The three will be paid a total of $13,000 for their appearance, some of it from private donors, said Maj. Brett Ashworth, a spokesman for the academy.
The three were invited because “they offered a unique perspective from inside terrorism,” Major Ashworth said. The conference is to result in a report on methods to combat terrorism that will be sent to the Pentagon, members of Congress and other influential officials, he added.
Members of the Military Religious Freedom Foundation, a group suing the federal government to combat what it calls creeping evangelism in the armed forces, said it was typical of the Air Force Academy to invite born-again Christians to address cadets on terrorism rather than experts who could teach students about the Middle East.
“This stuff going on at the academy today is part of the endemic evangelical infiltration that continues,” said David Antoon, a 1970 academy graduate and a foundation member.
The three men were invited to talk about being recruited and trained as terrorists, not religion, although one of them, Zak Anani, did tell students that converting to Christianity from Islam saved his life, said John Van Winkle, another spokesman for the academy.
Muslim organizations objected to the fact that no other perspective about Islam was offered, saying that the three speakers — Mr. Anani, Kamal Saleem and Walid Shoebat — habitually paint Muslims as inherently violent. All were born in the Middle East but Mr. Saleem and Mr. Shoebat are now American citizens, while Mr. Anani has Canadian citizenship.
“Their entire world view is based on the idea that Islam is evil,” said Ibrahim Hooper, a spokesman for the Council on Islamic American Relations. “We want to provide a balancing perspective to their hate speech.”

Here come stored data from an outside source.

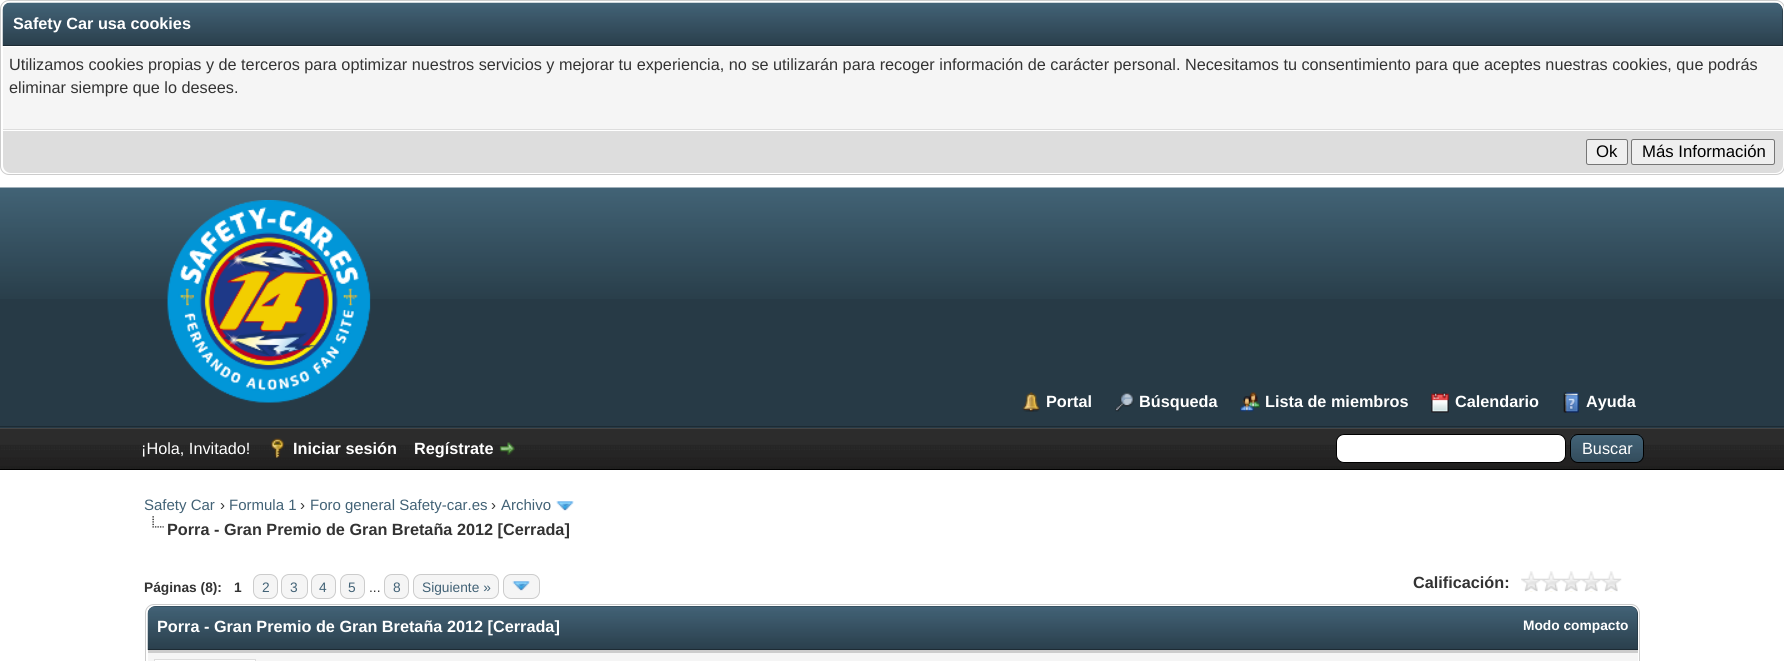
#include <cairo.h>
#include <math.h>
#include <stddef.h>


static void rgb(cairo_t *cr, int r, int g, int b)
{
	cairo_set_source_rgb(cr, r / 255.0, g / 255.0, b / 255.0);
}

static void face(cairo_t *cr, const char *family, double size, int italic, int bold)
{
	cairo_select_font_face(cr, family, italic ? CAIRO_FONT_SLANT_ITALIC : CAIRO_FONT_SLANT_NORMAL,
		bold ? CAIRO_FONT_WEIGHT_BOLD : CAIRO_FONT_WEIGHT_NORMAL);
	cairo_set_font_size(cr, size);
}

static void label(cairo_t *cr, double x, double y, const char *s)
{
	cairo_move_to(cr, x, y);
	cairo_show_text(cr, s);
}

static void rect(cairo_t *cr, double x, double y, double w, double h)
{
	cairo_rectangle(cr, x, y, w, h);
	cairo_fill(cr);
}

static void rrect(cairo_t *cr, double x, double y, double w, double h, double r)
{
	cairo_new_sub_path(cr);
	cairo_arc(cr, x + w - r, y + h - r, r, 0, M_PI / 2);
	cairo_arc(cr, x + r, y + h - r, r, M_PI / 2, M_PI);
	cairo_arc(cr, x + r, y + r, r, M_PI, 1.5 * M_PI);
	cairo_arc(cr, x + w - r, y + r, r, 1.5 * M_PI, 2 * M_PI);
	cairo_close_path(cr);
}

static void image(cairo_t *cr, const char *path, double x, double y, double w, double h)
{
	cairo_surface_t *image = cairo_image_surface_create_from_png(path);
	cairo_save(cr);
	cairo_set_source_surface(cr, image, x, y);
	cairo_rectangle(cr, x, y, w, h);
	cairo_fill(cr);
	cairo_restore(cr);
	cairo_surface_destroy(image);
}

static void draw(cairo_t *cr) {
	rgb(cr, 255, 255, 255);
	cairo_paint(cr);
	rrect(cr, 0.5, 0.5, 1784, 174, 8.5);
	rgb(cr, 204, 204, 204);
	cairo_set_line_width(cr, 1);
	cairo_stroke(cr);
	rgb(cr, 39, 58, 70);
	cairo_new_path(cr);
	cairo_move_to(cr, 11, 3);
	cairo_line_to(cr, 1775, 3);
	cairo_curve_to(cr, 1779.5, 3, 1783, 6.5, 1783, 11);
	cairo_line_to(cr, 1783, 46);
	cairo_line_to(cr, 3, 46);
	cairo_line_to(cr, 3, 11);
	cairo_curve_to(cr, 3, 6.5, 6.5, 3, 11, 3);
	cairo_close_path(cr);
	cairo_fill(cr);
	image(cr, "image0.png", 2, 2, 1781, 44);
	rgb(cr, 29, 43, 52);
	rect(cr, 3, 45, 1780, 1);
	face(cr, "Liberation Sans", 16.25, 0, 1);
	rgb(cr, 255, 255, 255);
	label(cr, 13, 29, "Safety Car usa cookies");
	rgb(cr, 245, 245, 245);
	rect(cr, 3, 47, 1780, 82);
	rgb(cr, 221, 221, 221);
	rect(cr, 3, 129, 1780, 1);
	face(cr, "Liberation Sans", 16.25, 0, 0);
	rgb(cr, 51, 51, 51);
	label(cr, 9, 70, "Utilizamos cookies propias y de terceros para optimizar nuestros servicios y mejorar tu experiencia, no se utilizarán para recoger información de carácter personal. Necesitamos tu consentimiento para que aceptes nuestras cookies, que podrás");
	label(cr, 9, 93, "eliminar siempre que lo desees.");
	rgb(cr, 221, 221, 221);
	cairo_new_path(cr);
	cairo_move_to(cr, 3, 130);
	cairo_line_to(cr, 1783, 130);
	cairo_line_to(cr, 1783, 165);
	cairo_curve_to(cr, 1783, 169.5, 1779.5, 173, 1775, 173);
	cairo_line_to(cr, 11, 173);
	cairo_curve_to(cr, 6.5, 173, 3, 169.5, 3, 165);
	cairo_close_path(cr);
	cairo_fill(cr);
	rgb(cr, 255, 255, 255);
	rect(cr, 3, 130, 1780, 1);
	rgb(cr, 239, 239, 239);
	rrect(cr, 1586.5, 139.5, 41, 25, 2);
	cairo_fill_preserve(cr);
	rgb(cr, 118, 118, 118);
	cairo_stroke(cr);
	face(cr, "Liberation Sans", 16.75, 0, 0);
	rgb(cr, 0, 0, 0);
	label(cr, 1596, 157, "Ok");
	rgb(cr, 239, 239, 239);
	rrect(cr, 1631.5, 139.5, 143, 25, 2);
	cairo_fill_preserve(cr);
	rgb(cr, 118, 118, 118);
	cairo_stroke(cr);
	rgb(cr, 0, 0, 0);
	label(cr, 1642, 157, "Más Información");
	rgb(cr, 39, 58, 70);
	rect(cr, 0, 299, 1784, 129);
	image(cr, "image1.png", 0, 187, 1784, 112);
	rgb(cr, 29, 43, 52);
	rect(cr, 0, 426, 1784, 1);
	image(cr, "image2.png", 167, 200, 204, 203);
	image(cr, "image3.png", 1022, 392, 18, 20);
	face(cr, "Liberation Sans", 16.25, 0, 1);
	rgb(cr, 255, 255, 255);
	label(cr, 1046, 407, "Portal");
	image(cr, "image4.png", 1115, 392, 19, 20);
	label(cr, 1139, 407, "Búsqueda");
	image(cr, "image5.png", 1240, 392, 20, 20);
	label(cr, 1265, 407, "Lista de miembros");
	image(cr, "image6.png", 1431, 392, 18, 21);
	label(cr, 1455, 407, "Calendario");
	image(cr, "image7.png", 1563, 392, 16, 21);
	label(cr, 1586, 407, "Ayuda");
	image(cr, "image8.png", 0, 429, 1784, 40);
	rgb(cr, 68, 68, 68);
	rect(cr, 0, 428, 1784, 1);
	rgb(cr, 0, 0, 0);
	rect(cr, 0, 469, 1784, 1);
	face(cr, "Liberation Sans", 16.25, 0, 0);
	rgb(cr, 255, 255, 255);
	label(cr, 141, 454, "¡Hola, Invitado!");
	image(cr, "image9.png", 271, 438, 13, 20);
	face(cr, "Liberation Sans", 16.25, 0, 1);
	label(cr, 293, 454, "Iniciar sesión");
	label(cr, 414, 454, "Regístrate");
	image(cr, "image10.png", 499, 442, 16, 13);
	rrect(cr, 1336.5, 434.5, 229, 28, 7.5);
	cairo_fill_preserve(cr);
	rgb(cr, 0, 0, 0);
	cairo_stroke(cr);
	image(cr, "image11.png", 1570, 435, 74, 28);
	rrect(cr, 1570.5, 434.5, 73, 28, 7.5);
	cairo_stroke(cr);
	face(cr, "Liberation Sans", 16.25, 0, 0);
	rgb(cr, 255, 255, 255);
	label(cr, 1582, 454, "Buscar");
	face(cr, "Liberation Sans", 15, 0, 0);
	rgb(cr, 66, 98, 118);
	label(cr, 144, 510, "Safety Car");
	rgb(cr, 51, 51, 51);
	label(cr, 220, 510, "›");
	rgb(cr, 66, 98, 118);
	label(cr, 229, 510, "Formula 1");
	rgb(cr, 51, 51, 51);
	label(cr, 300, 510, "›");
	rgb(cr, 66, 98, 118);
	label(cr, 310, 510, "Foro general Safety-car.es");
	rgb(cr, 51, 51, 51);
	label(cr, 491, 510, "›");
	rgb(cr, 66, 98, 118);
	label(cr, 501, 510, "Archivo");
	image(cr, "image12.png", 556, 501, 18, 10);
	image(cr, "image13.png", 152, 516, 12, 12);
	face(cr, "Liberation Sans", 16.25, 0, 1);
	rgb(cr, 51, 51, 51);
	label(cr, 167, 535, "Porra - Gran Premio de Gran Bretaña 2012 [Cerrada]");
	face(cr, "Liberation Sans", 13.75, 0, 1);
	label(cr, 144, 592, "Páginas (8):");
	rgb(cr, 245, 245, 245);
	rrect(cr, 503.5, 574.5, 36, 24, 7.5);
	cairo_fill_preserve(cr);
	rgb(cr, 204, 204, 204);
	cairo_stroke(cr);
	rgb(cr, 51, 51, 51);
	label(cr, 234, 592, "1");
	rgb(cr, 245, 245, 245);
	rrect(cr, 253.5, 574.5, 24, 24, 7.5);
	cairo_fill_preserve(cr);
	rgb(cr, 204, 204, 204);
	cairo_stroke(cr);
	face(cr, "Liberation Sans", 13.75, 0, 0);
	rgb(cr, 66, 98, 118);
	label(cr, 262, 592, "2");
	rgb(cr, 245, 245, 245);
	rrect(cr, 281.5, 574.5, 26, 24, 7.5);
	cairo_fill_preserve(cr);
	rgb(cr, 204, 204, 204);
	cairo_stroke(cr);
	rgb(cr, 66, 98, 118);
	label(cr, 290, 592, "3");
	rgb(cr, 245, 245, 245);
	rrect(cr, 311.5, 574.5, 24, 24, 7.5);
	cairo_fill_preserve(cr);
	rgb(cr, 204, 204, 204);
	cairo_stroke(cr);
	rgb(cr, 66, 98, 118);
	label(cr, 319, 592, "4");
	rgb(cr, 245, 245, 245);
	rrect(cr, 340.5, 574.5, 24, 24, 7.5);
	cairo_fill_preserve(cr);
	rgb(cr, 204, 204, 204);
	cairo_stroke(cr);
	rgb(cr, 66, 98, 118);
	label(cr, 348, 592, "5");
	rgb(cr, 51, 51, 51);
	label(cr, 369, 592, "...");
	rgb(cr, 245, 245, 245);
	rrect(cr, 384.5, 574.5, 24, 24, 7.5);
	cairo_fill_preserve(cr);
	rgb(cr, 204, 204, 204);
	cairo_stroke(cr);
	rgb(cr, 66, 98, 118);
	label(cr, 393, 592, "8");
	rgb(cr, 245, 245, 245);
	rrect(cr, 413.5, 574.5, 85, 24, 7.5);
	cairo_fill_preserve(cr);
	rgb(cr, 204, 204, 204);
	cairo_stroke(cr);
	rgb(cr, 66, 98, 118);
	label(cr, 422, 592, "Siguiente »");
	image(cr, "image14.png", 512, 581, 18, 10);
	face(cr, "Liberation Sans", 16.25, 0, 1);
	rgb(cr, 51, 51, 51);
	label(cr, 1413, 588, "Calificación:");
	image(cr, "image15.png", 1521, 571, 101, 21);
	rrect(cr, 145.5, 604.5, 1494, 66, 8.5);
	rgb(cr, 204, 204, 204);
	cairo_stroke(cr);
	rgb(cr, 39, 58, 70);
	cairo_new_path(cr);
	cairo_move_to(cr, 156, 606);
	cairo_line_to(cr, 1630, 606);
	cairo_curve_to(cr, 1634.5, 606, 1638, 609.5, 1638, 614);
	cairo_line_to(cr, 1638, 650);
	cairo_line_to(cr, 148, 650);
	cairo_line_to(cr, 148, 614);
	cairo_curve_to(cr, 148, 609.5, 151.5, 606, 156, 606);
	cairo_close_path(cr);
	cairo_fill(cr);
	image(cr, "image16.png", 147, 606, 1491, 44);
	rgb(cr, 29, 43, 52);
	rect(cr, 148, 649, 1490, 1);
	rgb(cr, 255, 255, 255);
	label(cr, 157, 632, "Porra - Gran Premio de Gran Bretaña 2012 [Cerrada]");
	face(cr, "Liberation Sans", 13.75, 0, 1);
	label(cr, 1523, 630, "Modo compacto");
	rgb(cr, 245, 245, 245);
	rect(cr, 148, 653, 1490, 8);
	rgb(cr, 204, 204, 204);
	rect(cr, 148, 650, 1490, 3);
	rgb(cr, 255, 255, 255);
	cairo_rectangle(cr, 154.5, 659.5, 101, 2);
	cairo_fill_preserve(cr);
	rgb(cr, 221, 221, 221);
	cairo_stroke(cr);
}

int main(void) {
	cairo_surface_t *surface = cairo_image_surface_create(CAIRO_FORMAT_RGB24, 1784, 661);
	cairo_t *cr = cairo_create(surface);
	cairo_font_options_t *options = cairo_font_options_create();
	cairo_font_options_set_hint_metrics(options, CAIRO_HINT_METRICS_OFF);
	cairo_font_options_set_hint_style(options, CAIRO_HINT_STYLE_NONE);
	cairo_set_font_options(cr, options);
	cairo_set_miter_limit(cr, 4);
	draw(cr);
	cairo_surface_write_to_png(surface, "render.png");
	cairo_font_options_destroy(options);
	cairo_destroy(cr);
	cairo_surface_destroy(surface);
	return 0;
}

Academic professors and others who have heard the three men speak in the United States and Canada said some of their stories border on the fantastic, like Mr. Saleem’s account of how, as a child, he infiltrated Israel to plant bombs via a network of tunnels underneath the Golan Heights. No such incidents have been reported, the academic experts said. They also question how three middle-aged men who claim they were recruited as teenagers or younger could have been steeped in the violent religious ideology that only became prevalent in the late 1980s.

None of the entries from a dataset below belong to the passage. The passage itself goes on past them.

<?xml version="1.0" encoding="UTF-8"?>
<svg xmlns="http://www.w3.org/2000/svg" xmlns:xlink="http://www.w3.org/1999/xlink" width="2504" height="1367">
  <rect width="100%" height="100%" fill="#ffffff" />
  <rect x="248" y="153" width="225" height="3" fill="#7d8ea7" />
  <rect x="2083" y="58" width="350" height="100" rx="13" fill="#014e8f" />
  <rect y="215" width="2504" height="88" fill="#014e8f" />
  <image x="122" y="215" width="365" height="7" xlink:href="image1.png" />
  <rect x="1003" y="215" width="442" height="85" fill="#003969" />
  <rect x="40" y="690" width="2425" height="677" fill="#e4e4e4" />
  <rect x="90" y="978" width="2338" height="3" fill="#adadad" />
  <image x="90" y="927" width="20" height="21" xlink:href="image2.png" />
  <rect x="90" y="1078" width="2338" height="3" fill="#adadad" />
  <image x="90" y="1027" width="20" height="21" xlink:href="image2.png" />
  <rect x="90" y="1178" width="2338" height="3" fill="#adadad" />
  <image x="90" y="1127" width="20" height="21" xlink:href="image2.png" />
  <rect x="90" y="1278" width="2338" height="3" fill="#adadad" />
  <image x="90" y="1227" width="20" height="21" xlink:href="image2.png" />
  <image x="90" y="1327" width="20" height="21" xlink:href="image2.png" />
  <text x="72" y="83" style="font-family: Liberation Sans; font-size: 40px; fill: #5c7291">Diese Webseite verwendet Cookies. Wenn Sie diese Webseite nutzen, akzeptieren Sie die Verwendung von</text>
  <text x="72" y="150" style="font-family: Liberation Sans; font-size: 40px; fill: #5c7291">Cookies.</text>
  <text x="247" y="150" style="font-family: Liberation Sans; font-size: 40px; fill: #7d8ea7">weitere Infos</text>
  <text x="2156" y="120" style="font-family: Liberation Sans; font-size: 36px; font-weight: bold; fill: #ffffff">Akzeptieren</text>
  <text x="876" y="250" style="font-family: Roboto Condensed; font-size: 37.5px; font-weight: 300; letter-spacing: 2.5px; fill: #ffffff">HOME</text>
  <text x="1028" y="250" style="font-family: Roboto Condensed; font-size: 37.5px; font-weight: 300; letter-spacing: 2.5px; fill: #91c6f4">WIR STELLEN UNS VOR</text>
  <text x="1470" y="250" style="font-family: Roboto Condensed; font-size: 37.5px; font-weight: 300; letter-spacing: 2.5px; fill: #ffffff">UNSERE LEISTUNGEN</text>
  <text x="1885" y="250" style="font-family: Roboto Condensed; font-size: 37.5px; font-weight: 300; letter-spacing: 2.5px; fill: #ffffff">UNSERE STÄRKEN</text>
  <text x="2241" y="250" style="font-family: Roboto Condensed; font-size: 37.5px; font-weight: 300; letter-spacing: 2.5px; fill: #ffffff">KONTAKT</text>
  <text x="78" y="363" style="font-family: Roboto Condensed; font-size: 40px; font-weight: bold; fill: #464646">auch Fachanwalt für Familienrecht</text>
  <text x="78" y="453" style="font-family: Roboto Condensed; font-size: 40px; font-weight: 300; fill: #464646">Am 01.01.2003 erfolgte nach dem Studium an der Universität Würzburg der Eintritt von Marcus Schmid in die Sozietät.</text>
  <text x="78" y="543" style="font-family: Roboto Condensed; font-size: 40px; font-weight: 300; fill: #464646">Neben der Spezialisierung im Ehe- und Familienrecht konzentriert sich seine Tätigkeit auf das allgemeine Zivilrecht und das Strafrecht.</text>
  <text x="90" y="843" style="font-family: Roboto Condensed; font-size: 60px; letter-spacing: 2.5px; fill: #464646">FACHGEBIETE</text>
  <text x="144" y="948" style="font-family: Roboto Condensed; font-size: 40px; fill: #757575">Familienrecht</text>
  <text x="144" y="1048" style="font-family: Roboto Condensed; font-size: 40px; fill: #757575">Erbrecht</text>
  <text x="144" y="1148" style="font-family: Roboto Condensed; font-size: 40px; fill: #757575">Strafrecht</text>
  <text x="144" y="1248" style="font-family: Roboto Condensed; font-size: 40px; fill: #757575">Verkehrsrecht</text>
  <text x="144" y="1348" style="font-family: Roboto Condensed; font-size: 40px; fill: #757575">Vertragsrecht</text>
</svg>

Prof. Douglas Howard, who teaches the history of the modern Middle East at Calvin College in Grand Rapids, Mich., heard Mr. Saleem speak last November at the college and said he thought the three were connected to several major Christian evangelical organizations.
“It was just an old time gospel hour — ‘Jesus can change your life, he changed mine,’ ” Mr. Howard said. “That is mixed in with ‘Watch out America, wake up America, the danger of Islam is here.’ ”
Mr. Howard said his doubts about their authenticity grew after stories like the Golan Heights saga as well as something on Mr. Saleem’s Web site along the lines that he was descended from the grand wazir of Islam. “The grand wazir of Islam is a nonsensical term,” Mr. Howard said.
Keith Davies, the director of the Walid Shoebat Foundation, which organizes their appearances, said critics tried to undermine the speakers’ reputation because “they can’t argue with the message.”
Arab-American civil rights organizations question why, at a time when the United States government has vigorously moved to jail or at least deport anyone with a known terrorist connection, the three men, if they are telling the truth, are allowed to circulate freely. A spokesman for the F.B.I. said there were no warrants for their arrest.